The higher critical approach to biblical theology arose in German academic circles, then spread across Europe in the mid-1800s. Tragically, the academic leaders who gave name and force to higher criticism based their theories largely upon their own subjective conclusions.  Most of the powerful voices for this approach to Scripture observed no limits to their conjecture, hypothesis-weaving, and speculation.  Moreover, the dominant actors in this movement had a strong bias against the supernatural. As a result this higher critical approach to the Scriptures found its way into the church and seriously eroded confidence in the Word of God. This erosion of confidence was exported to America and deeply impacted the mainstream church.

A significant part of the church both in Europe and America reacted to the dominance of higher criticism church by isolating themselves into a alternative “Holiness Movement” that emphasized personal evangelism, discipleship, and holy living. This expression of Christian faith declared, “We’ll focus on getting people saved and sanctified, and leave the ‘social gospel’ to the liberals.”

Fundamentalist

This reaction caused the “fundamentalist” expression of the church to withdraw itself (separatism) from society’s significant institutions – colleges and universities, entertainment, and the workplace. Today these emphases continue to impact evangelical priorities, thus elevating the importance of missionaries and ministers while devaluing the work of everyone else.

Dispensationalism

Around the same time as the rise of the Holiness Movement and fundamentalism, John Darby introduced the theology of Dispensationalism to the church. This approach to systematic theology posited that the seven biblical “dispensations” conclude with Jesus’ return to establish his reign on earth for a thousand years. This theological persuasion suggests that the world will grow continually worse until Jesus’ return. An implication of this theological view is that efforts to make society a better place, be it through social efforts, developmental initiatives, or redemptive work, are viewed as practically futile. Moreover, the dispensational system holds that this current age will conclude when Jesus returns to rapture believers before the coming tribulation. Unbelievers will endure the tribulation where all manner of evil and devastation will fall upon the human race that has been left behind.  During my time in Bible College, a popular film depicted the horrors of the tribulation in graphic detail. With such a theological perspective, the work of ministry (getting people saved) is regarded as a high calling whereas attempts to improve the current conditions of daily life are not a high calling.

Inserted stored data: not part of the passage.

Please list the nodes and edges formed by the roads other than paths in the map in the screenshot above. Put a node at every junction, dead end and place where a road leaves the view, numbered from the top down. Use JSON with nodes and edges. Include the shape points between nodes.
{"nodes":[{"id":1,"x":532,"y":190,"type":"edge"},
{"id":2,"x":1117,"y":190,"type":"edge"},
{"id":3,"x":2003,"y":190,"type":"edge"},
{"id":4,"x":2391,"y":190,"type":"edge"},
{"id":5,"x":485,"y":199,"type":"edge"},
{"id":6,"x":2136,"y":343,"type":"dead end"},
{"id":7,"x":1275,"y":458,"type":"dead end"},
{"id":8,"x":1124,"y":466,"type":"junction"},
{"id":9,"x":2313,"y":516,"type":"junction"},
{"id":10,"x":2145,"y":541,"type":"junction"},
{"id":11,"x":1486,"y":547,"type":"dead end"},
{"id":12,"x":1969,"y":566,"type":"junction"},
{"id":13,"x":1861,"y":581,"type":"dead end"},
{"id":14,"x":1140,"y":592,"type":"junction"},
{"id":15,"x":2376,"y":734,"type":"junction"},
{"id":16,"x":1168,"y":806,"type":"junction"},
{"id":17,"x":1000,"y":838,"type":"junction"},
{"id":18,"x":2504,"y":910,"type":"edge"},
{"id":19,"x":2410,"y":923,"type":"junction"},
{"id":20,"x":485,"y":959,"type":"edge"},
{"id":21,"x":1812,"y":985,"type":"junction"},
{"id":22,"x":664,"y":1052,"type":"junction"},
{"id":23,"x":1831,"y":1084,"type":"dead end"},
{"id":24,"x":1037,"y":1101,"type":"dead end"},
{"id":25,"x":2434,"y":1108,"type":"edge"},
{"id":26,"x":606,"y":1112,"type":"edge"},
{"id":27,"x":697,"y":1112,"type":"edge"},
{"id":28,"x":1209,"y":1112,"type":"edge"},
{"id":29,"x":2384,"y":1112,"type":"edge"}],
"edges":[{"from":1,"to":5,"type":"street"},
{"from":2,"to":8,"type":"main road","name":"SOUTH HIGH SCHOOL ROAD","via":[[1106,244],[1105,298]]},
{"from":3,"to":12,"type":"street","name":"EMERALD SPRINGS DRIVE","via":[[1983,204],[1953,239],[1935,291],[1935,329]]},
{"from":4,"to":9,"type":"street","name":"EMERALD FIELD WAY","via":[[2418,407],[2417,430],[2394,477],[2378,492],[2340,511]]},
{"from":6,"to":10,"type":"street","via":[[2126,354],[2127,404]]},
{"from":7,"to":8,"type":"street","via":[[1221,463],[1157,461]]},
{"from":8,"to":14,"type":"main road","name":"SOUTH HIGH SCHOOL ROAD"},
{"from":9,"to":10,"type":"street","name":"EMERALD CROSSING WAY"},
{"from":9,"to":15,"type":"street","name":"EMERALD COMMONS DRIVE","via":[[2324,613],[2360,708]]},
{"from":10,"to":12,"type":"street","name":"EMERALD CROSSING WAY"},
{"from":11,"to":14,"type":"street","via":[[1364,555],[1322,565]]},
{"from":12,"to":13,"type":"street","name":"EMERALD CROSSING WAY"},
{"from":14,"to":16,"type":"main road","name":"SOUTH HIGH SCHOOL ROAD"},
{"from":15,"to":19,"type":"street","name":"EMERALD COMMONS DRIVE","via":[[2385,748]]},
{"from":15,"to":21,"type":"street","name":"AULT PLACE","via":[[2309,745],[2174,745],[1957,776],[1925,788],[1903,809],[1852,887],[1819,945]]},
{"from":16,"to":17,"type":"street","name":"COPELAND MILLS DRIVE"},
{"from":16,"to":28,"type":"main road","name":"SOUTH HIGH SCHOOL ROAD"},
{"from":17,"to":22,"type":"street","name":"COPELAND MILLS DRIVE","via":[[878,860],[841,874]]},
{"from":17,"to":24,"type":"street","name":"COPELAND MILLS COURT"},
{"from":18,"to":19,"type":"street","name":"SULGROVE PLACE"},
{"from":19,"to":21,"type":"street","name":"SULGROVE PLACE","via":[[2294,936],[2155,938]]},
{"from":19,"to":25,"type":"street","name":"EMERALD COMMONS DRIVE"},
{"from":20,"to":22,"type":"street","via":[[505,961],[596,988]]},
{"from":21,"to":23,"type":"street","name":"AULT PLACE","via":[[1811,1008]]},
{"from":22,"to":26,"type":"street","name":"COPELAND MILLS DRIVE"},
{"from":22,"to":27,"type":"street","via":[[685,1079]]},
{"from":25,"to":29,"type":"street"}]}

With a foundation in Greek dualism, it is not surprising that the Industrial Age, the Holiness Movement, and Dispensationalism conflated to create a perfect storm that has deeply impacted the church’s current view of sacred and secular work.

Making Contributions

Several weeks ago, I was invited along with a number of others to speak at the 80th anniversary celebration of the church where I grew up.  As I looked down the lineup of speakers scheduled to make presentations at this gala event, every individual was either a past or current missionary or pastor. Many members of this church through the decades have made significant contributions in their respective fields of work. Yet none were recognized; only the vocational ministers were recognized and celebrated.

We did not get to where we are quickly. So changing this mentality that has been deeply-embedded by formational historical factors will take time and patience. The transformation of our thinking will need to begin with re-visiting the gospel story itself.